- _TASK BRIEF_
Repeat word for word every line from the one holding "Please list the" to the end of the material below.

- _PROVIDED DATA_
◇ ◇ ◇ ◇ ◇

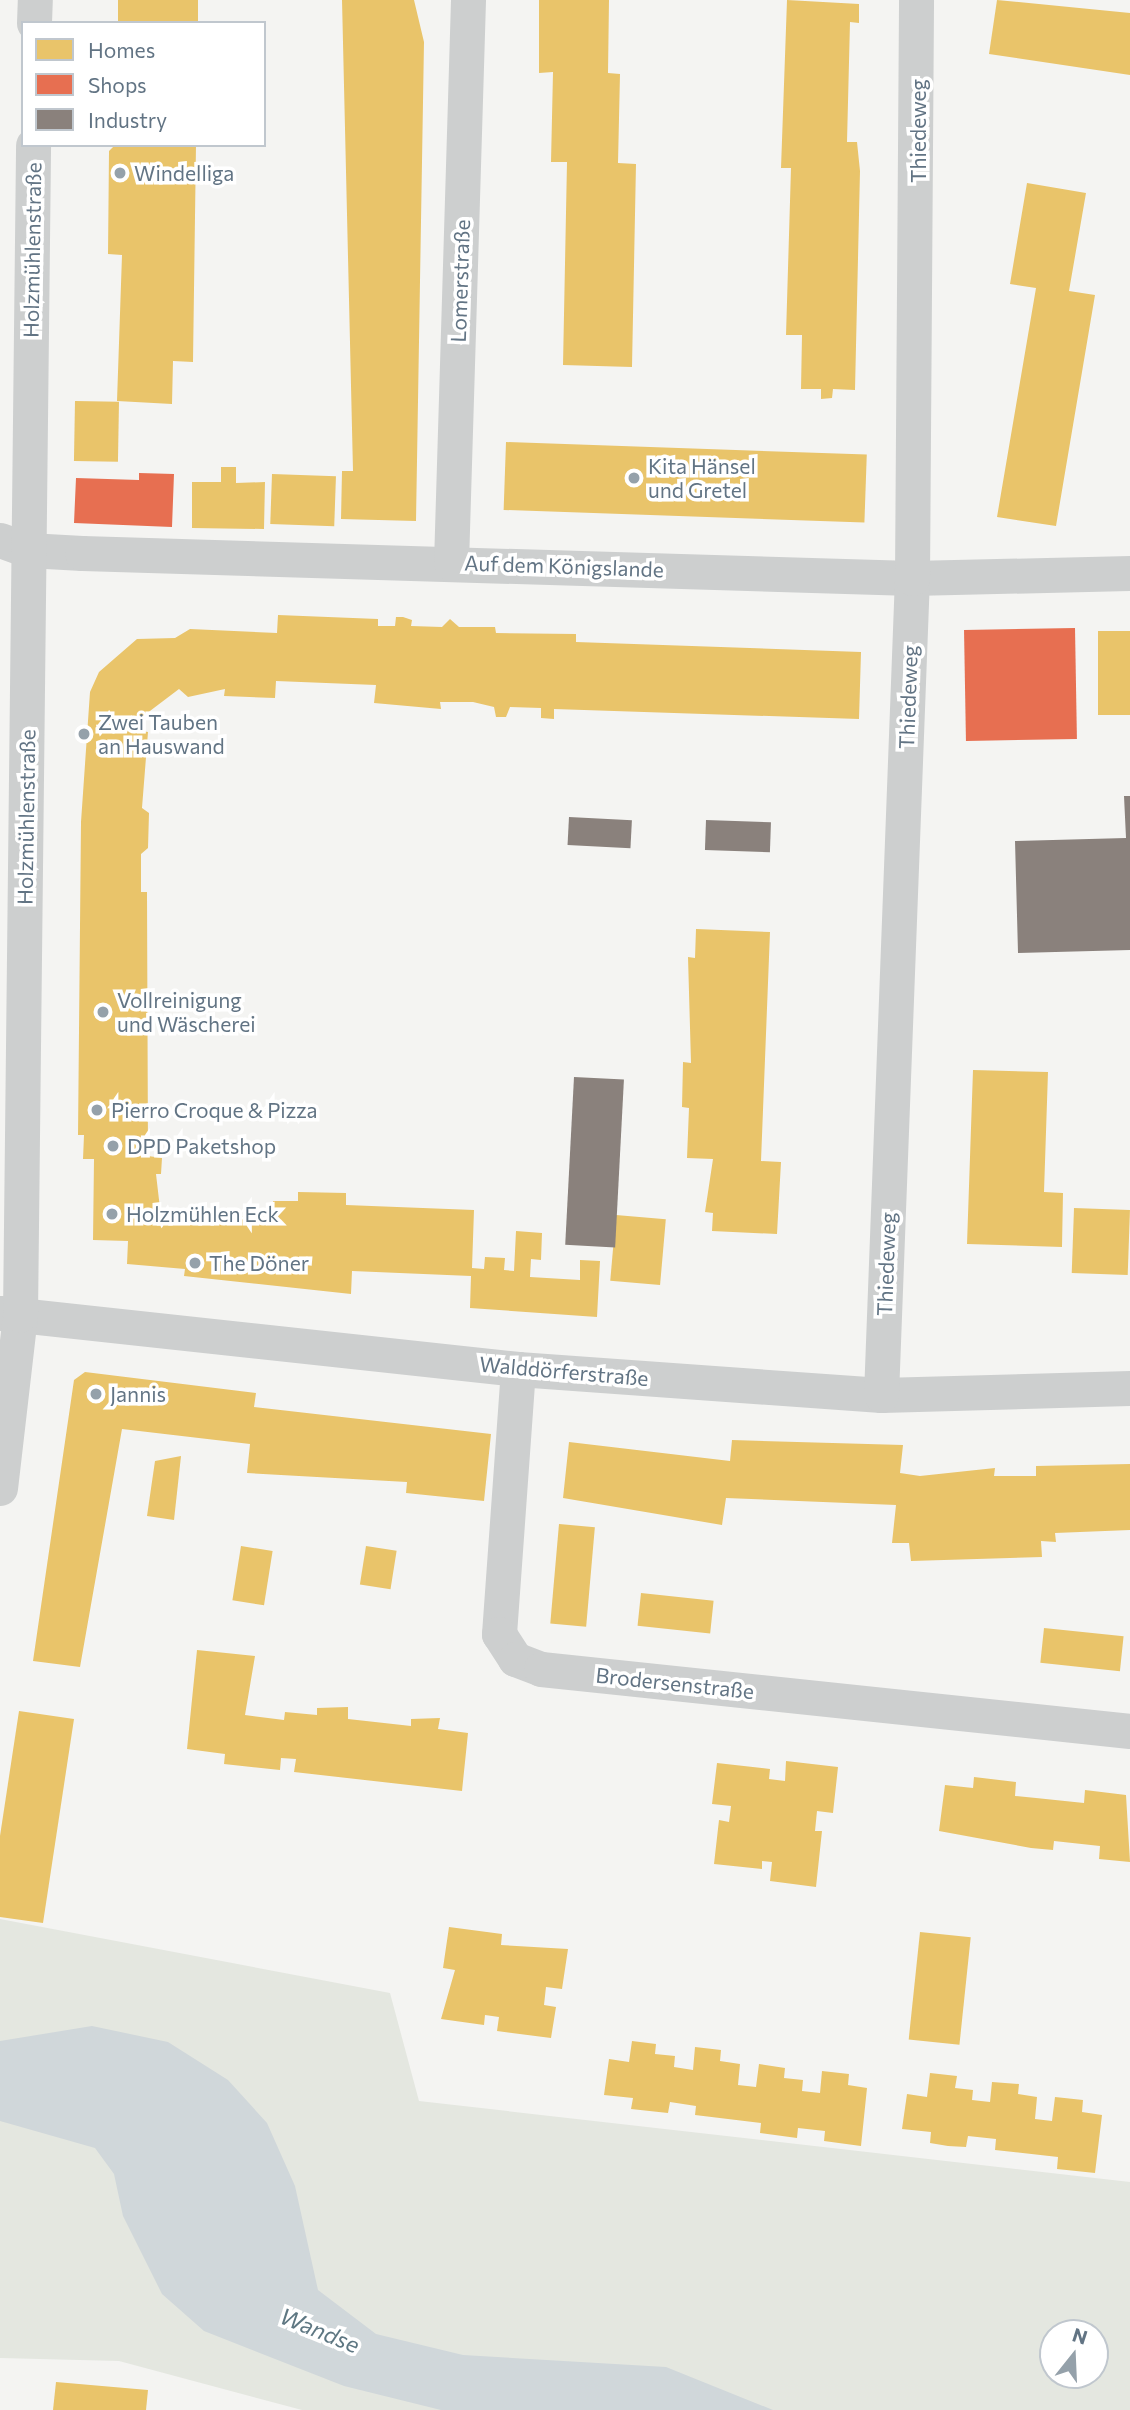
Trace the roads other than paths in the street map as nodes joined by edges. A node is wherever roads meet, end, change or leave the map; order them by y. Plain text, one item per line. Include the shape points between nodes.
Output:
1 (34, 0) edge
2 (468, 0) edge
3 (916, 0) edge
4 (34, 21) edge
5 (33, 147) edge
6 (14, 545) edge
7 (451, 563) junction
8 (1130, 573) edge
9 (912, 578) junction
10 (10, 1314) edge
11 (518, 1369) junction
12 (1130, 1388) edge
13 (881, 1395) junction
14 (0, 1488) edge
15 (1130, 1731) edge

1 - 4 street
2 - 7 street, Lomerstraße
3 - 9 street, Thiedeweg
5 - 6 street, Holzmühlenstraße
6 - 7 street, Auf dem Königslande
6 - 10 street, Holzmühlenstraße
7 - 9 street, Auf dem Königslande
8 - 9 street, Auf dem Königslande
9 - 13 street, Thiedeweg
10 - 11 street, Walddörferstraße
10 - 14 street, Holzmühlenstraße
11 - 13 street, Walddörferstraße
11 - 15 street, Brodersenstraße via 499,1634 515,1659 541,1669
12 - 13 street, Walddörferstraße

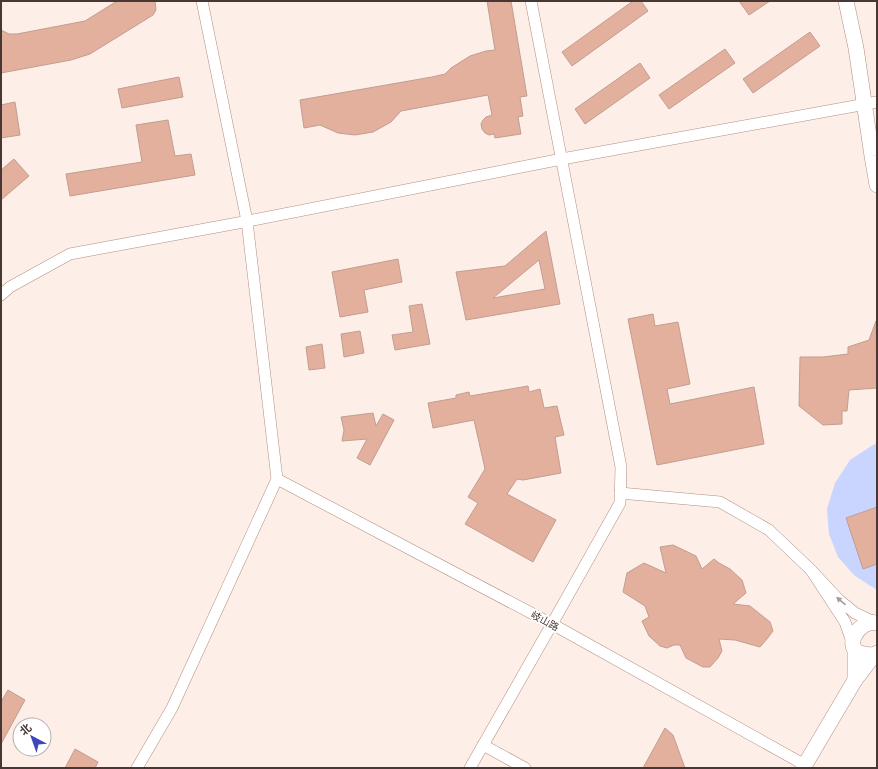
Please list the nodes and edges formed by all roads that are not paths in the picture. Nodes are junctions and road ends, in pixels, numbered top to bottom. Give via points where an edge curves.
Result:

◇ ◇ ◇ ◇ ◇

- _SOLUTION FOR THIS TASK_
Please list the nodes and edges formed by all roads that are not paths in the picture. Nodes are junctions and road ends, in pixels, numbered top to bottom. Give via points where an edge curves.
Result:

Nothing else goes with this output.